A propósito de la decisión que se adopta, conviene citar la providencia proferida por la Sala el 13 de mayo de 2009 al interior del expediente de tutela 2009-00083-01, en la que se expuso el disentimiento con la posición de la Corte Constitucional en cuanto a que el Decreto 1382 de 2000 “…en manera alguna puede servir de fundamento para que los jueces o corporaciones que ejercen jurisdicción constitucional se declaren incompetentes para conocer de una acción de tutela, puesto que las reglas en él contenidas son meramente de reparto”, ya que para esta Corporación el aludido Decreto “ reglamenta el artículo 37 del Decreto 2591 de 1991 relativo a la competencia para conocer de la acción de tutela y, por supuesto, establece las reglas de reparto entre los jueces competentes”, por lo tanto, “…aunque el trámite del amparo se rige por los principios de informalidad, sumariedad y celeridad, la competencia del juez está indisociablemente referida al derecho fundamental del debido proceso (artículo 29 de Carta), el acceso al juez natural y la administración de justicia, de donde, “según la jurisprudencia constitucional la falta de competencia del juez de tutela genera nulidad insaneable y la constatación de la misma no puede pasarse por alto, por más urgente que sea el pronunciamiento requerido, pues (…) la competencia del juez se relaciona estrechamente con el derecho constitucional fundamental al debido proceso” (Auto 304 A de 2007), “el cual establece que nadie puede ser juzgado sino conforme a leyes preexistentes al acto que se le imputa, ante juez o tribunal competente y con observancia de la plenitud de las formas propias de cada juicio” (Auto 072 A de 2006, Corte Constitucional)”. 5.
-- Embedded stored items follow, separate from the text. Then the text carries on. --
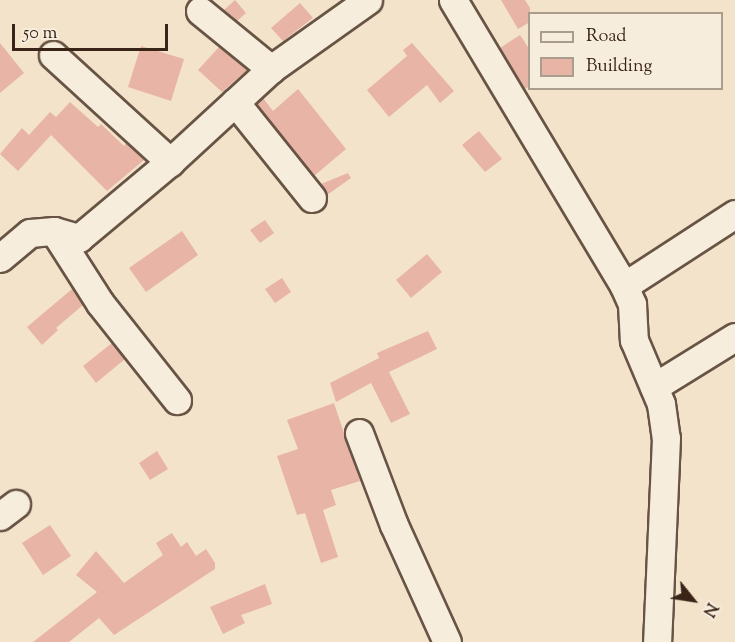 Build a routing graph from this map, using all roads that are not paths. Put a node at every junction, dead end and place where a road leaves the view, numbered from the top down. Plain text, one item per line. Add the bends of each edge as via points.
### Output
1 (368, 0) edge
2 (453, 0) edge
3 (200, 12) dead end
4 (53, 55) dead end
5 (270, 69) junction
6 (236, 102) junction
7 (170, 162) junction
8 (312, 198) dead end
9 (735, 214) edge
10 (54, 231) junction
11 (0, 258) edge
12 (624, 286) junction
13 (735, 337) edge
14 (654, 387) junction
15 (177, 400) dead end
16 (359, 432) dead end
17 (447, 642) edge
18 (657, 642) edge

1 - 5 street
2 - 12 street
3 - 5 street
4 - 7 street
5 - 6 street
6 - 7 street
6 - 8 street
7 - 10 street via 79,238
9 - 12 street
10 - 11 street via 30,233
10 - 15 street via 100,303
12 - 14 street via 632,304 634,340
13 - 14 street
14 - 18 street via 666,438
16 - 17 street via 394,525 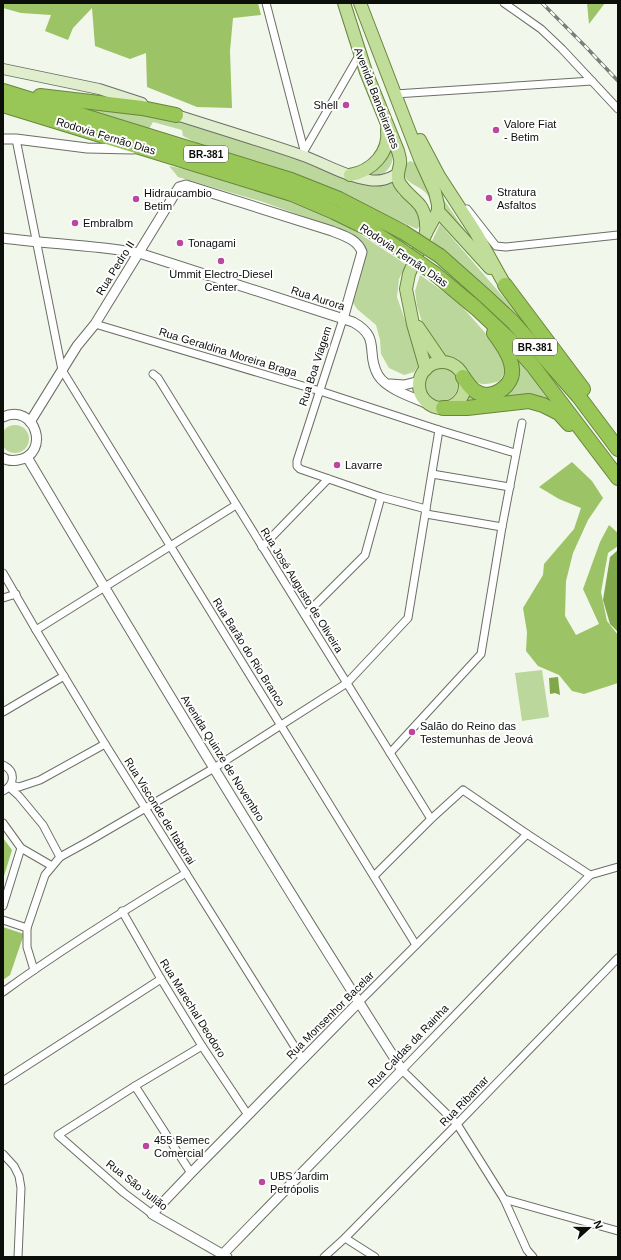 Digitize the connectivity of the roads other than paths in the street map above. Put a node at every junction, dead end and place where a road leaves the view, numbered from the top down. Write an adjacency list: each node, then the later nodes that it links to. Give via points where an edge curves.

En consecuencia, la Sala en acatamiento del ordenamiento jurídico y con el respeto que le merece el máximo Tribunal de la justicia constitucional, dispondrá, como se anticipó, la nulidad de todo lo actuado en este proceso para, consecuencialmente, remitirlo a quien es competente para decidir el amparo impetrado. DECISIÓN En mérito de lo expuesto, la Corte Suprema de Justicia, en Sala de Casación Civil, administrando justicia en nombre de la República y por autoridad de la ley, RESUELVE:

PRIMERO: Declarar la nulidad de todo lo actuado en el trámite de la acción de tutela promovida por ELIZABETH ATENCIO ESCORCIA frente al INSTITUTO COLOMBIANO PARA LA EVALUACIÓN DE LA EDUCACIÓN SUPERIOR –ICFES- y LA COMISIÓN NACIONAL DEL SERVICIO CIVIL, sin perjuicio de la validez de las pruebas en los términos del inciso 1º del art. 146 del C. de P. C. Segundo: Por lo tanto, se ordena remitir el expediente a los Juzgados del Circuito de Aguachica o con categoría de tales, para lo de su competencia. Ofíciese.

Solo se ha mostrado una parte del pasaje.